De grote toevoeging van de WAMCA aan dit reeds bestaande wettelijke kader, is dat het hierdoor mogelijk is om collectief een financiële schadevergoeding  te vragen.

Wanneer is de WAMCA van toepassing?

Een collectieve vordering kan worden ingesteld door een belangenorganisatie voor gedupeerden voor iedere inbreuk op een recht. Voor zowel de gedupeerden, de belangenorganisatie als de collectieve vordering geldt een aantal voorwaarden.

Gedupeerden

Om deel te kunnen nemen aan een collectieve actie, moeten gedupeerden:

  • vallen binnen de groep van benadeelden die in Nederland wonen en die niet hebben gekozen voor een opt-out;[1]
  • vallen binnen de groep van benadeelden die niet in Nederland wonen en die hebben gekozen voor een opt-in.[2]

Belangenorganisatie

Een belangenorganisatie die de collectieve vordering indient moet de door haar behartigde belangen voldoende waarborgen, o.a. op het gebied van governance, financiering en representativiteit.
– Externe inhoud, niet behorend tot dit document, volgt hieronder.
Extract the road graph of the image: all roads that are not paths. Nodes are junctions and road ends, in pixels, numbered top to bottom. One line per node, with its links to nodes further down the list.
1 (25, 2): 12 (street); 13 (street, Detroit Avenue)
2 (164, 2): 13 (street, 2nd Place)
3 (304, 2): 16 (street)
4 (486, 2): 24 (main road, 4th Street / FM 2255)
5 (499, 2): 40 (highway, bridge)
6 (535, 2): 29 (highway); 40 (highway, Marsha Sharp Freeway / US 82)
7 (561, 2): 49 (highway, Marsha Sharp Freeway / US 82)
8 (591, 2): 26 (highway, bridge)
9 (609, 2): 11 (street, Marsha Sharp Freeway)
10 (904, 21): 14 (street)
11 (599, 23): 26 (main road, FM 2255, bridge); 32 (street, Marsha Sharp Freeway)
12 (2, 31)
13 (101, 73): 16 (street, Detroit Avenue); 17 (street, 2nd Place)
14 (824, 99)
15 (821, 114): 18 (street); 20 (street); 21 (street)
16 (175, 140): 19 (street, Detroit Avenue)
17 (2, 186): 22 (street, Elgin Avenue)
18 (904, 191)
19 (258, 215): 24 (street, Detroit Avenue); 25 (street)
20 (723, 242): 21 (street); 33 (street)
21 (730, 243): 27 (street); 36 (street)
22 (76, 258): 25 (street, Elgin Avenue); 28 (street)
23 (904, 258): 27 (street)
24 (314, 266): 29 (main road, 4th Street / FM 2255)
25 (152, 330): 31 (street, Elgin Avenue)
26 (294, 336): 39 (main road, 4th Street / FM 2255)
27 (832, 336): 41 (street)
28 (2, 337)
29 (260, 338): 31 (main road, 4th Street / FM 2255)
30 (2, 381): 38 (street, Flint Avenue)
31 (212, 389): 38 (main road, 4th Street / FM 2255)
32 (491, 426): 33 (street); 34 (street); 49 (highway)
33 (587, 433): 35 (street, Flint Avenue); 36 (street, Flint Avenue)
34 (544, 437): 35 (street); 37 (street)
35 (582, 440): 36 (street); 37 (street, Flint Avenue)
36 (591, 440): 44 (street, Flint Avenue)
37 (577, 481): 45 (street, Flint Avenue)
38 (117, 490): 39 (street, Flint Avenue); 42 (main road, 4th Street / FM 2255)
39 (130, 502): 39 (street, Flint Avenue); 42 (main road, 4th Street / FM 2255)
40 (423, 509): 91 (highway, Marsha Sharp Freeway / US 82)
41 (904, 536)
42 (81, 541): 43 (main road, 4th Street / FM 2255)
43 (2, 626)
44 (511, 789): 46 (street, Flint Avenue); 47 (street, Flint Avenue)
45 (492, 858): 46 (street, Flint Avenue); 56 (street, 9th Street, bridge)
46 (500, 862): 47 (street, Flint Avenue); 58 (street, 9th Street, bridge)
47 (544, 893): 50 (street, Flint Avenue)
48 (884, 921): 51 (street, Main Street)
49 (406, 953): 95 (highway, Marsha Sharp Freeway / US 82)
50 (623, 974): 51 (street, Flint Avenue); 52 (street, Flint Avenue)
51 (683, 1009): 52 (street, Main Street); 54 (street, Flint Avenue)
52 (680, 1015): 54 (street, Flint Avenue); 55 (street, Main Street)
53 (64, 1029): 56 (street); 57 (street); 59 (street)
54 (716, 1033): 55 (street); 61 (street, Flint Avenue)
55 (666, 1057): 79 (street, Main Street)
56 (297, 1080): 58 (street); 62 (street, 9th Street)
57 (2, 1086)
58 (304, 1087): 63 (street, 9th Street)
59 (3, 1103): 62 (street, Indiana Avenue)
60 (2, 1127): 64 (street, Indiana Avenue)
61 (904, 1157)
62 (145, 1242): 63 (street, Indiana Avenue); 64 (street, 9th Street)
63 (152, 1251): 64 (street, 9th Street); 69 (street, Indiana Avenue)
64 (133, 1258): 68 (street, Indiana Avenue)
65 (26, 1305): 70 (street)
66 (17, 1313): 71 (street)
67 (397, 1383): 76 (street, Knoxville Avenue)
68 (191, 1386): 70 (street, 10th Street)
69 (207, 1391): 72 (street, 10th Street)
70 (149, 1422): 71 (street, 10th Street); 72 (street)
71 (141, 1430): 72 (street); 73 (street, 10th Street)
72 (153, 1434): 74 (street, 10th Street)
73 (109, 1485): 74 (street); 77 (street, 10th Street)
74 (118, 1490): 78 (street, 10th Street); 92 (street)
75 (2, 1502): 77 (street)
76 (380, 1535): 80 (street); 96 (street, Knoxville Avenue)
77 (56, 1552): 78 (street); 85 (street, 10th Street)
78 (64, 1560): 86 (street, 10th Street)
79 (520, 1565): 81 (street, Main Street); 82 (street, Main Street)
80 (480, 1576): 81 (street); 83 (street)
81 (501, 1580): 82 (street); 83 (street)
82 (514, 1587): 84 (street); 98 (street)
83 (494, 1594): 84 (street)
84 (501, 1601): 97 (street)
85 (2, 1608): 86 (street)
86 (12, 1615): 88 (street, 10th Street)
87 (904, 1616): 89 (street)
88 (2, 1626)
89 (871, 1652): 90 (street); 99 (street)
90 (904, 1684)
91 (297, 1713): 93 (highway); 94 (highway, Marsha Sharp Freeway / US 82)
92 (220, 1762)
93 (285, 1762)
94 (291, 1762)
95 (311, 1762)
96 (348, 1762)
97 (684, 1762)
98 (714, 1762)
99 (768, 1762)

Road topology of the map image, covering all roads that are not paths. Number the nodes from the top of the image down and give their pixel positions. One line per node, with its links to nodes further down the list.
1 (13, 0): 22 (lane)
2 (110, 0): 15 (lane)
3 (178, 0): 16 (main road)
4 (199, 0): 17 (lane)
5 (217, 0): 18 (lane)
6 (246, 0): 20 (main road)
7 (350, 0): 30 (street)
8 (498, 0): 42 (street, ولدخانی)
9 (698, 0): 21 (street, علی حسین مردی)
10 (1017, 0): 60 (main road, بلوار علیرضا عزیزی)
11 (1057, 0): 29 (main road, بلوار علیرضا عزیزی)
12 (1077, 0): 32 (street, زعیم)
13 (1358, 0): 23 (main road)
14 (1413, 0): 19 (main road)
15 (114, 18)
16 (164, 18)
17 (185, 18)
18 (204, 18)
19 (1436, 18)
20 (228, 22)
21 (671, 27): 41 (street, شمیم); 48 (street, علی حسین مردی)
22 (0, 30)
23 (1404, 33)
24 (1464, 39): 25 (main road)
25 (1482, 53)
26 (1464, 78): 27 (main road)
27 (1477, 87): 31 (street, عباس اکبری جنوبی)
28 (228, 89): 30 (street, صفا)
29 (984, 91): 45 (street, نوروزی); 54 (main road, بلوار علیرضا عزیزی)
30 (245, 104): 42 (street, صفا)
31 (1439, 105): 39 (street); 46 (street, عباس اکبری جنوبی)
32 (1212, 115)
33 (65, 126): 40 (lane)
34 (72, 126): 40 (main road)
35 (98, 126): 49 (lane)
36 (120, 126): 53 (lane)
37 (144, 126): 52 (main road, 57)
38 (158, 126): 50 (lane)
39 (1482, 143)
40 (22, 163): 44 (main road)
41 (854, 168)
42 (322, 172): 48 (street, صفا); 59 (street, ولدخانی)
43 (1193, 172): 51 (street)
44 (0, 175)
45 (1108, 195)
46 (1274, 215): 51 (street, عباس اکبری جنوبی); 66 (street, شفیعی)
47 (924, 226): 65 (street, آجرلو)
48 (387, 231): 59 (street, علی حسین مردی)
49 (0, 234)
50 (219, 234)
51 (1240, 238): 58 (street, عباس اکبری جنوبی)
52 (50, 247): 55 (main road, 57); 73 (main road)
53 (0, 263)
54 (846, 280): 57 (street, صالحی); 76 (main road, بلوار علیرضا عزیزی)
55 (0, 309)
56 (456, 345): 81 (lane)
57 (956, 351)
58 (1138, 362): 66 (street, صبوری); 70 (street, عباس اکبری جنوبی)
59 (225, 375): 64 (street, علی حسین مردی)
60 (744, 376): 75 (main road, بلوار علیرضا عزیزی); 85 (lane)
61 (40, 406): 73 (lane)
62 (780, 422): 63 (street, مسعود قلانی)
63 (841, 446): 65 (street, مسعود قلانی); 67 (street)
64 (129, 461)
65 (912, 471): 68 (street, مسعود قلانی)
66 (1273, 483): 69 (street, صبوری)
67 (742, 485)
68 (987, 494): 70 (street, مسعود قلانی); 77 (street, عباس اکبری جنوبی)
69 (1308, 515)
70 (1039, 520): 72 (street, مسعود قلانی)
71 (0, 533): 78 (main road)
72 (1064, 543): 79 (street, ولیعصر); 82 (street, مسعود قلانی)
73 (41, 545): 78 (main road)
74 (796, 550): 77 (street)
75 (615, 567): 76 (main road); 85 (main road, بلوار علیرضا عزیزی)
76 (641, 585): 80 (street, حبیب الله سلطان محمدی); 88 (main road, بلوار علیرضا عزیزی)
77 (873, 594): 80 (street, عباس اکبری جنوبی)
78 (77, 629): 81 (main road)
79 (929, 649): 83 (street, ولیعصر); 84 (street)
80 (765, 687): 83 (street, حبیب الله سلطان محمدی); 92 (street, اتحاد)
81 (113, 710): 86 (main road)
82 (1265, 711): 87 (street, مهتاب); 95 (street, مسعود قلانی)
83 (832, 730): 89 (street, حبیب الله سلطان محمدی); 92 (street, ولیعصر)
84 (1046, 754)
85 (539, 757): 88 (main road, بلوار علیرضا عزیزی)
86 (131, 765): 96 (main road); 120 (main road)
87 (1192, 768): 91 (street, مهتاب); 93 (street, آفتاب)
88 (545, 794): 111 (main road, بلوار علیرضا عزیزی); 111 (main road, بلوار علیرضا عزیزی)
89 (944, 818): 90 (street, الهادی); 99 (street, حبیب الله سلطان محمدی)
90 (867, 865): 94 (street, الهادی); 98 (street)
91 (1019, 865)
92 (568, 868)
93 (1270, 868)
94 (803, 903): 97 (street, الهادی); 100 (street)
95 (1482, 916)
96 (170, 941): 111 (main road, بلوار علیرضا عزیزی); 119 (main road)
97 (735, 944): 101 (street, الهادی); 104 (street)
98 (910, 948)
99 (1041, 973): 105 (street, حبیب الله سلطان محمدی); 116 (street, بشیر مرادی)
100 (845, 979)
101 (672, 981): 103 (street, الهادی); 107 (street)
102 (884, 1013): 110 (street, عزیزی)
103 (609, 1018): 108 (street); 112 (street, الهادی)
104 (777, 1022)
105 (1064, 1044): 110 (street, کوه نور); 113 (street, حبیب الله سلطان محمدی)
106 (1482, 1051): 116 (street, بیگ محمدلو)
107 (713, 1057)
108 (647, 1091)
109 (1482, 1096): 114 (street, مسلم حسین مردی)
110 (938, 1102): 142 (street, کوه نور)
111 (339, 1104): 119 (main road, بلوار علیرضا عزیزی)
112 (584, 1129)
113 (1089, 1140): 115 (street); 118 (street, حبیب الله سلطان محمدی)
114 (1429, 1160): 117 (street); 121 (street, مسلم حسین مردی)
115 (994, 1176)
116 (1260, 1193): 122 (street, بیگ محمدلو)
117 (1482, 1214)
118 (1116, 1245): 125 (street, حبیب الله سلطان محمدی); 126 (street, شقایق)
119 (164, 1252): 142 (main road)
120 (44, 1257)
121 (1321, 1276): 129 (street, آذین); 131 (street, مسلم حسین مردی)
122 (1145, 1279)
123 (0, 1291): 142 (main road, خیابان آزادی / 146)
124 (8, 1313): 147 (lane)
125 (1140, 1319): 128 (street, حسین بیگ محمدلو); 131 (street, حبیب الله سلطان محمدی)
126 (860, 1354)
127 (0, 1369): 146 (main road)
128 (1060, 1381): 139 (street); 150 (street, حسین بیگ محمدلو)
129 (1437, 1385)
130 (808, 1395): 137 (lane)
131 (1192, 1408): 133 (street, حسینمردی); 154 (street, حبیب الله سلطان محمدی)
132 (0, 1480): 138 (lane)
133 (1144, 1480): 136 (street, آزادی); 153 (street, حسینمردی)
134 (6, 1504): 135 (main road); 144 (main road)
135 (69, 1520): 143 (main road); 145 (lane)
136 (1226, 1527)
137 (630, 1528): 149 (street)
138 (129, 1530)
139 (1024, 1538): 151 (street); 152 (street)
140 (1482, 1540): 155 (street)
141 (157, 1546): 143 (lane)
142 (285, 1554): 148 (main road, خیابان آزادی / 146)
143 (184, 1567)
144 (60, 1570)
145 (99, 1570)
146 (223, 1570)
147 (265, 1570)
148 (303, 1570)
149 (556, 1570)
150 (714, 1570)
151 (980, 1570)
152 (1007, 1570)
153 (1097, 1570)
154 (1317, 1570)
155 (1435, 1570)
Zo moet de belangenorganisatie beschikken over voldoende financiële middelen om de procedure te voeren, en moet deze de benadeelden voldoende vertegenwoordigen. Daarbij moet de belangenorganisatie voldoen aan de principes uit de Claimcode.

Mochten  meerdere belangenorganisaties zich melden voor eenzelfde inbreuk, dan kan de rechter een ‘exclusieve belangenbehartiger’ aanwijzen uit alle betrokken belangenorganisaties. De exclusieve belangenbehartiger treedt in dat geval in de procedure op voor de belangen van alle gedupeerden, de andere belangenorganisaties blijven partij.

Collectieve vordering

Als laatste, gelden ook voor de collectieve vordering voorwaarden. Zo moet de vordering een ‘voldoende nauwe band hebben met de Nederlandse rechtssfeer’. Hiervan is sprake als:

  • Het merendeel van de benadeelden zijn/haar woon- of verblijfplaats in Nederland heeft;
  • De aangesproken partij in Nederland gevestigd is; of
  • De gebeurtenissen waarop de collectieve vordering ziet, in Nederland hebben plaatsgevonden.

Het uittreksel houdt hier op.